Requirement: Where does the word "give" appear in the entries below? Copy each line that holds it.

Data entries
__________

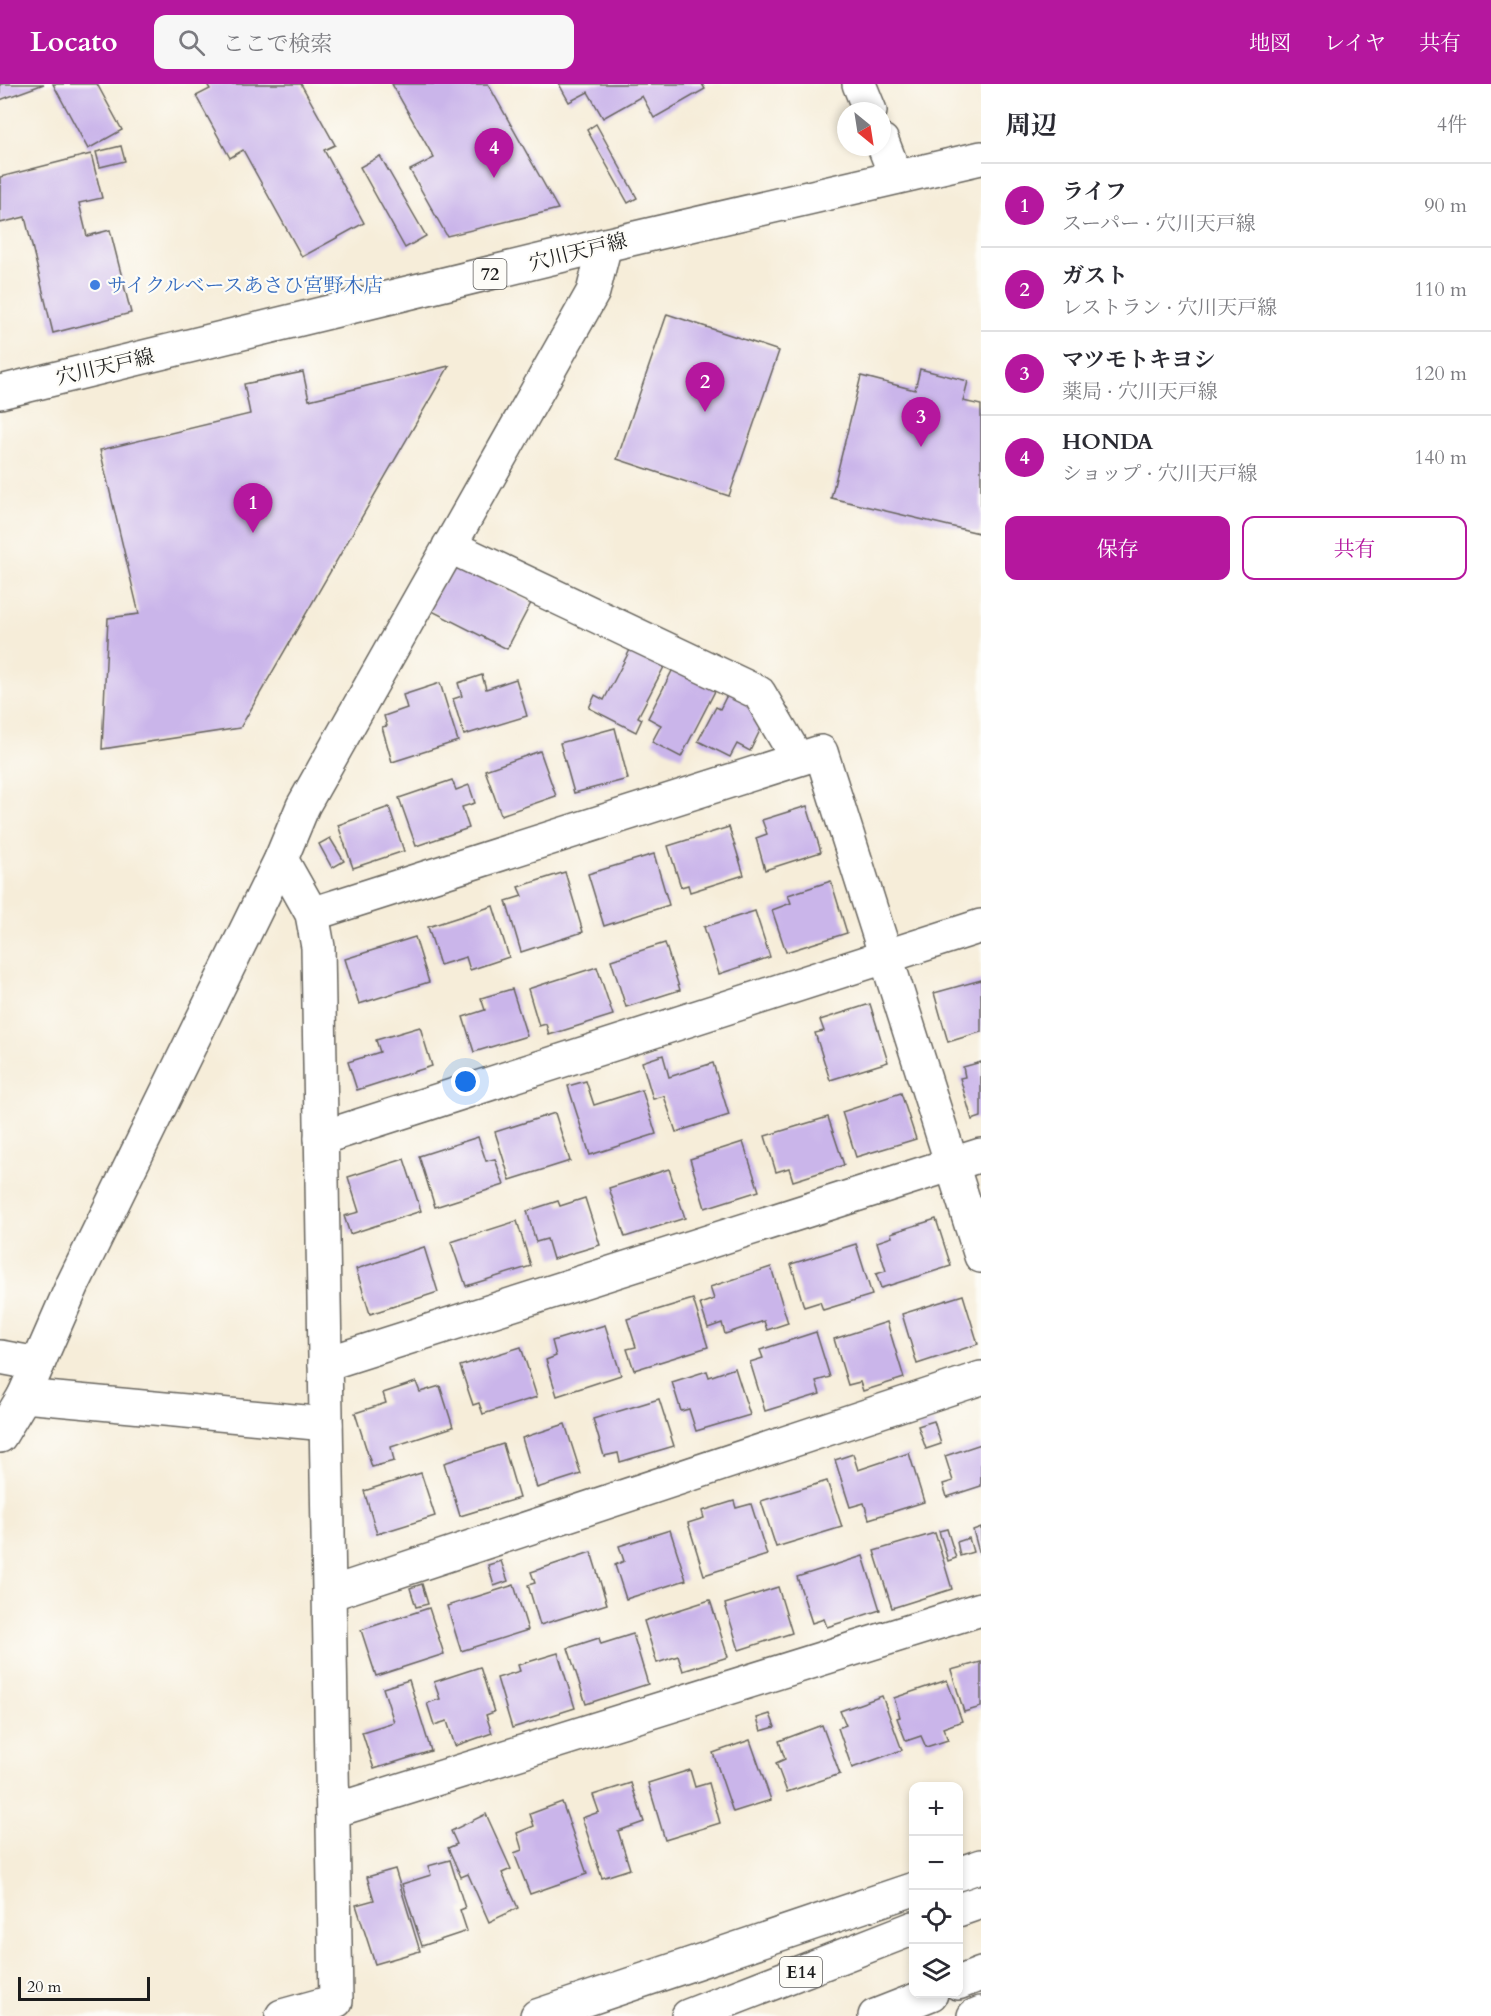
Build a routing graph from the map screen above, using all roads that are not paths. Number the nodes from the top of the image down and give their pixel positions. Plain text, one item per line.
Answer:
1 (859, 84) edge
2 (866, 102) edge
3 (888, 156) edge
4 (981, 158) edge
5 (896, 177) junction
6 (605, 245) junction
7 (0, 392) edge
8 (448, 546) junction
9 (797, 758) junction
10 (281, 859) junction
11 (312, 914) junction
12 (981, 926) edge
13 (885, 956) junction
14 (321, 1138) junction
15 (966, 1160) edge
16 (981, 1256) edge
17 (0, 1357) edge
18 (38, 1364) junction
19 (325, 1364) junction
20 (981, 1378) edge
21 (24, 1396) junction
22 (326, 1424) junction
23 (0, 1436) edge
24 (329, 1594) junction
25 (981, 1609) edge
26 (333, 1811) junction
27 (981, 1866) edge
28 (963, 1872) edge
29 (911, 1890) edge
30 (981, 1902) edge
31 (963, 1909) edge
32 (909, 1930) edge
33 (981, 1974) edge
34 (963, 1981) edge
35 (921, 1998) edge
36 (981, 2013) edge
37 (282, 2016) edge
38 (537, 2016) edge
39 (688, 2016) edge
40 (874, 2016) edge
41 (974, 2016) edge

1 - 2 main road
3 - 5 main road
4 - 5 main road, 穴川天戸線 / 72
5 - 6 main road, 穴川天戸線 / 72
6 - 7 main road, 穴川天戸線 / 72
6 - 8 main road
8 - 9 main road
8 - 10 main road
9 - 11 main road
9 - 13 main road
10 - 11 main road
10 - 18 main road
11 - 14 main road
12 - 13 main road
13 - 14 main road
13 - 15 main road
14 - 19 main road
15 - 16 main road
15 - 19 main road
17 - 18 main road
18 - 21 main road
19 - 22 main road
20 - 24 main road
21 - 22 main road
21 - 23 main road
22 - 24 main road
24 - 26 main road
25 - 26 main road
26 - 37 main road
27 - 28 main road
29 - 38 main road
30 - 31 main road
32 - 39 main road, E14
33 - 34 main road
35 - 40 main road
36 - 41 main road

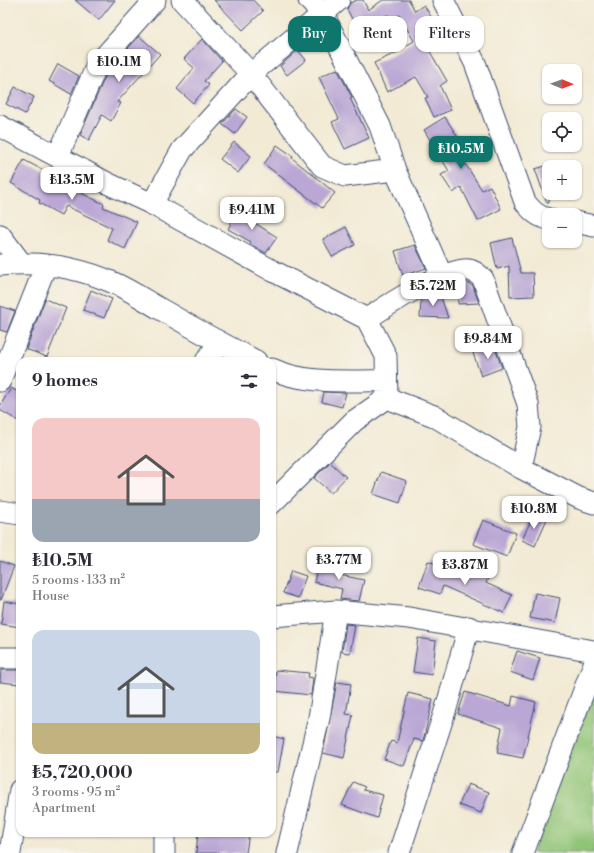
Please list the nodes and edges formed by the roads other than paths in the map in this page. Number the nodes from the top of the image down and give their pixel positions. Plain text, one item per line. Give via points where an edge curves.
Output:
1 (155, 0) edge
2 (182, 0) edge
3 (340, 0) edge
4 (443, 0) edge
5 (316, 7) edge
6 (251, 74) junction
7 (0, 126) edge
8 (58, 156) junction
9 (394, 170) junction
10 (152, 204) junction
11 (542, 218) edge
12 (582, 223) edge
13 (594, 226) edge
14 (0, 235) edge
15 (21, 263) junction
16 (0, 265) edge
17 (46, 265) junction
18 (442, 276) junction
19 (367, 319) junction
20 (219, 343) junction
21 (209, 357) edge
22 (248, 357) edge
23 (276, 371) edge
24 (0, 381) edge
25 (387, 390) junction
26 (521, 468) junction
27 (276, 499) edge
28 (594, 503) edge
29 (0, 511) edge
30 (16, 513) edge
31 (336, 611) junction
32 (276, 616) edge
33 (469, 627) junction
34 (594, 651) edge
35 (0, 658) edge
36 (16, 658) edge
37 (594, 664) edge
38 (16, 815) edge
39 (164, 837) edge
40 (10, 853) edge
41 (164, 853) edge
42 (287, 853) edge
43 (398, 853) edge
44 (523, 853) edge

1 - 8 street via 97,65
2 - 6 street
3 - 5 street
4 - 11 street via 475,63 525,202
5 - 6 street
5 - 9 street via 380,126
6 - 9 street via 322,166 345,176
6 - 10 street via 182,150
7 - 8 street
8 - 10 street
9 - 18 street
10 - 19 street via 273,271
12 - 13 street
14 - 15 street
15 - 16 street
15 - 17 street
17 - 20 street via 75,270 114,283
17 - 24 street
18 - 19 street
18 - 26 street via 465,270 475,271 483,279 528,404 530,427
19 - 25 street via 386,356
20 - 21 street
20 - 22 street
23 - 25 street via 310,380
25 - 26 street
25 - 27 street
26 - 28 street
29 - 30 street
31 - 32 street
31 - 33 street
31 - 42 street via 319,718
33 - 34 street
33 - 43 street via 447,705
35 - 36 street
37 - 44 street
38 - 40 street
39 - 41 street

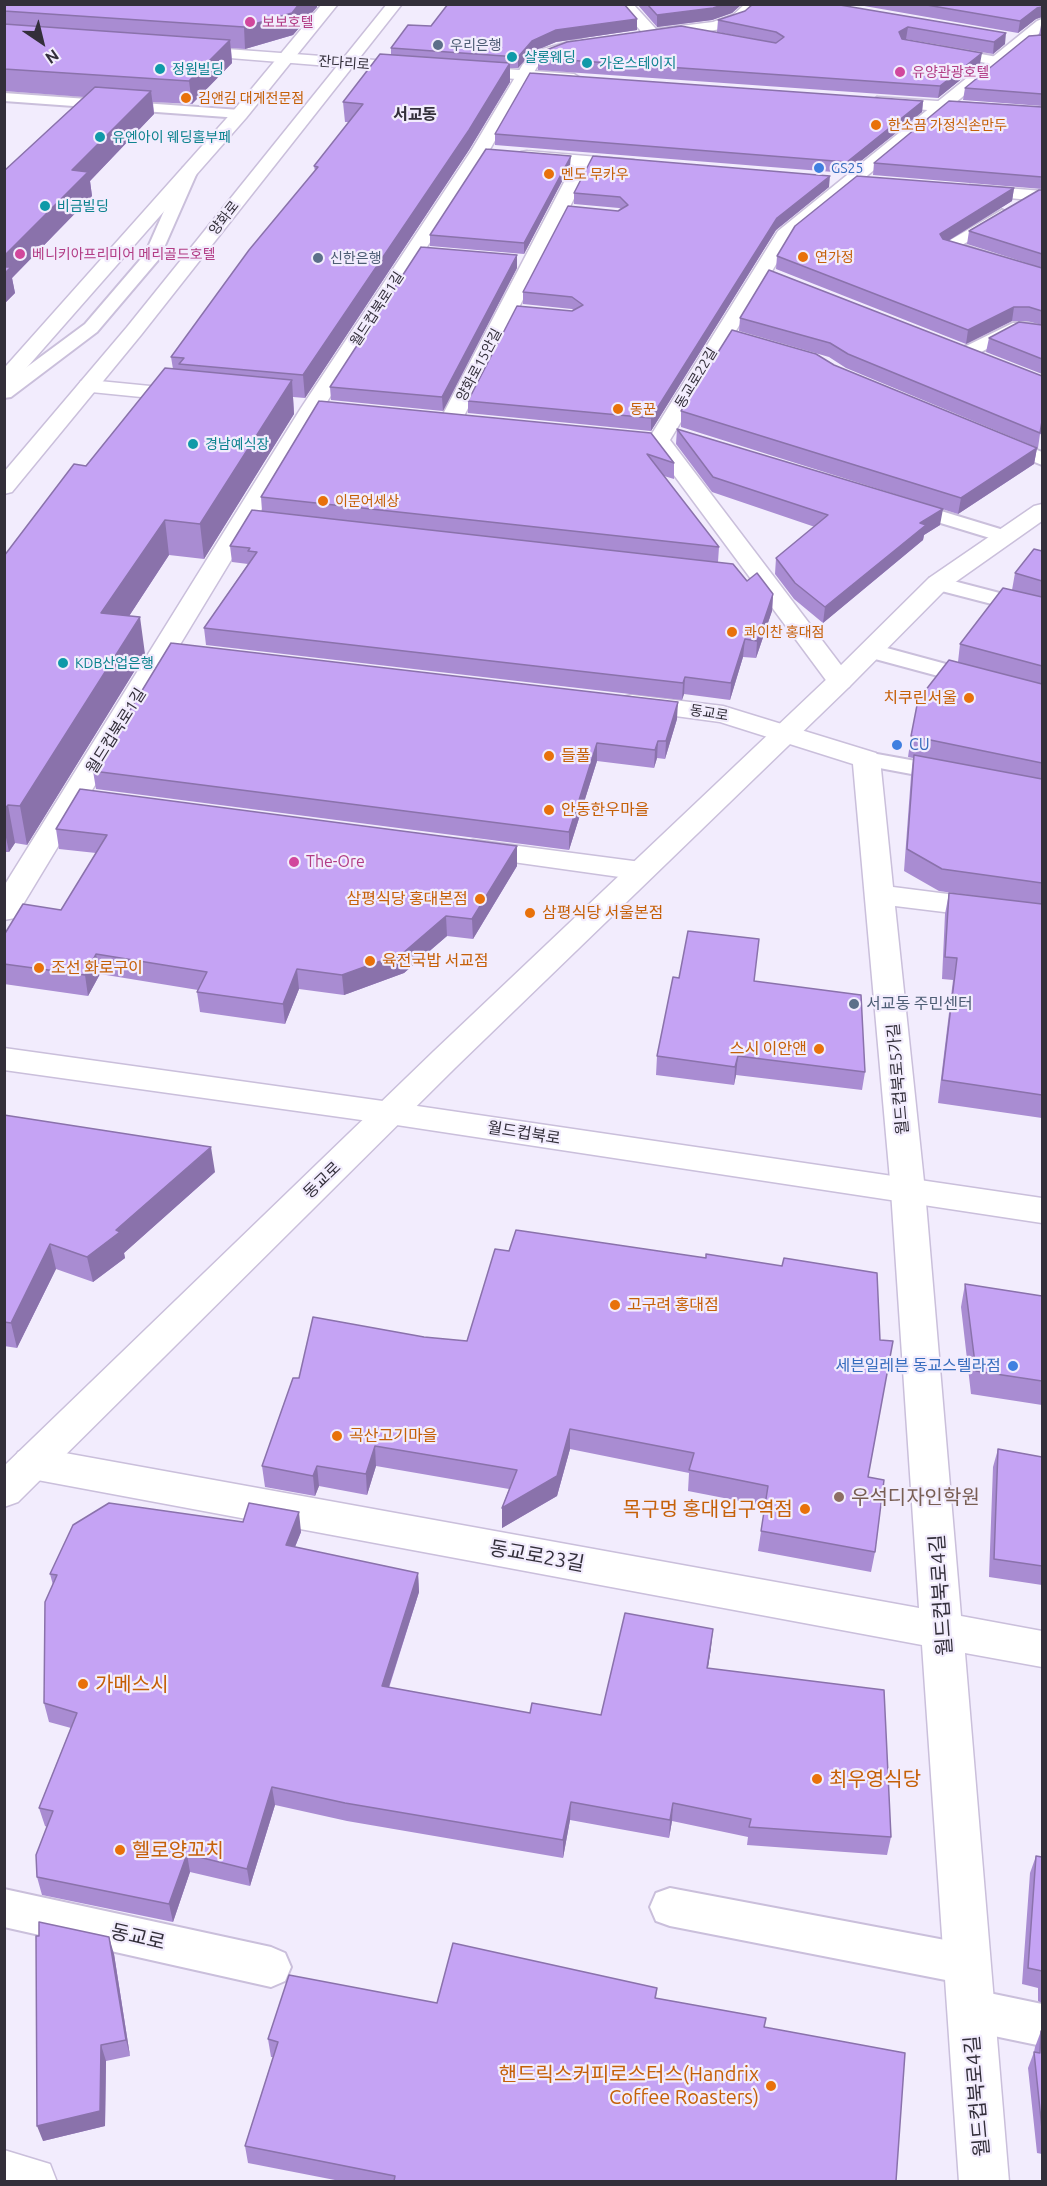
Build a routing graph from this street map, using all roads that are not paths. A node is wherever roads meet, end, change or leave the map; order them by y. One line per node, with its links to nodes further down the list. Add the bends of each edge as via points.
1 (331, 4): 16 (street)
2 (395, 4): 18 (street, 양화로)
3 (624, 4): 7 (street)
4 (755, 4): 6 (street, via 727,22)
5 (1042, 24): 11 (street, 동교로22길)
6 (681, 31): 7 (street); 10 (lane)
7 (653, 34): 8 (street)
8 (633, 37)
9 (999, 37): 11 (street)
10 (727, 40)
11 (1021, 41): 13 (street); 17 (street, 동교로22길)
12 (591, 42): 19 (street, 월드컵북로1길, via 549,52 531,64)
13 (1042, 42)
14 (928, 49): 17 (lane)
15 (175, 51): 16 (street, 잔다리로)
16 (284, 58): 18 (street, 잔다리로); 25 (street)
17 (997, 61): 23 (street, 동교로22길)
18 (347, 63): 19 (street, 잔다리로); 51 (street, 양화로)
19 (525, 75): 20 (street, 잔다리로); 26 (street, 월드컵북로1길)
20 (585, 80)
21 (5, 97): 25 (lane)
22 (860, 100): 23 (street)
23 (944, 106): 24 (street); 31 (street, 동교로22길)
24 (1042, 113)
25 (240, 114): 29 (street)
26 (480, 152): 27 (street); 35 (street, 월드컵북로1길)
27 (584, 161): 28 (street); 38 (street, 양화로15안길, via 565,211)
28 (650, 166)
29 (192, 168): 50 (street); 52 (lane, via 153,255 92,328)
30 (825, 179): 31 (street)
31 (848, 181): 32 (street); 39 (street, 동교로22길, via 785,235)
32 (872, 183)
33 (953, 189): 34 (street)
34 (1039, 196): 40 (lane, via 948,246)
35 (415, 252): 36 (lane); 77 (street, 월드컵북로1길, via 312,408 257,521 87,798)
36 (438, 254)
37 (508, 260): 38 (lane)
38 (532, 262): 42 (street, 양화로15안길)
39 (762, 272): 41 (street); 45 (street, 동교로22길)
40 (1042, 275)
41 (783, 281)
42 (508, 310): 43 (lane, 양화로15안길); 55 (street, 양화로15안길)
43 (530, 312)
44 (1042, 333): 48 (lane, via 1013,328)
45 (722, 334): 46 (lane); 64 (street, 동교로22길, via 658,438)
46 (745, 340)
47 (945, 345): 48 (street)
48 (966, 353): 49 (street)
49 (995, 364)
50 (7, 375)
51 (89, 386): 53 (street); 59 (street, 양화로)
52 (4, 393)
53 (210, 398)
54 (428, 418): 55 (street)
55 (451, 420): 56 (street)
56 (474, 422)
57 (978, 432): 58 (lane)
58 (1042, 459)
59 (4, 487)
60 (891, 501): 62 (lane)
61 (1042, 511): 62 (street, 동교로)
62 (1003, 536): 65 (street, 동교로)
63 (728, 572): 64 (lane)
64 (763, 576): 68 (street, 동교로22길)
65 (938, 583): 66 (lane); 67 (street, 동교로)
66 (1042, 611)
67 (872, 651): 68 (street, 동교로); 69 (lane)
68 (840, 681): 71 (street, 동교로)
69 (1042, 697)
70 (604, 700): 71 (street, 동교로, via 723,714)
71 (785, 734): 72 (street); 75 (street, 동교로)
72 (866, 759): 73 (lane); 76 (street, 월드컵북로5가길)
73 (972, 778)
74 (452, 846): 75 (street)
75 (640, 871): 80 (street, 동교로)
76 (880, 895): 78 (street); 81 (street, 월드컵북로5가길)
77 (4, 911)
78 (1042, 915)
79 (4, 1059): 80 (street, 월드컵북로)
80 (390, 1113): 81 (street, 월드컵북로); 83 (street, 동교로)
81 (908, 1191): 82 (street, 월드컵북로); 85 (street, 월드컵북로4길)
82 (1042, 1211)
83 (32, 1463): 84 (street, 동교로); 85 (street, 동교로23길)
84 (4, 1491)
85 (944, 1631): 86 (street, 동교로23길); 89 (street, 월드컵북로4길)
86 (1042, 1649)
87 (670, 1907): 89 (lane)
88 (4, 1908): 90 (lane, 동교로)
89 (966, 1964): 91 (street, 월드컵북로4길)
90 (271, 1967)
91 (970, 2010): 92 (lane, 월드컵북로4길); 95 (street, 월드컵북로4길)
92 (1042, 2025)
93 (4, 2175): 94 (street)
94 (32, 2181)
95 (984, 2181)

__________

Task response:
Build a routing graph from the map screen above, using all roads that are not paths. Number the nodes from the top of the image down and give their pixel positions. Plain text, one item per line.
Please list the nodes and edges formed by the roads other than paths in the map in this page. Number the nodes from the top of the image down and give their pixel positions. Plain text, one item per line. Give via points where an edge curves.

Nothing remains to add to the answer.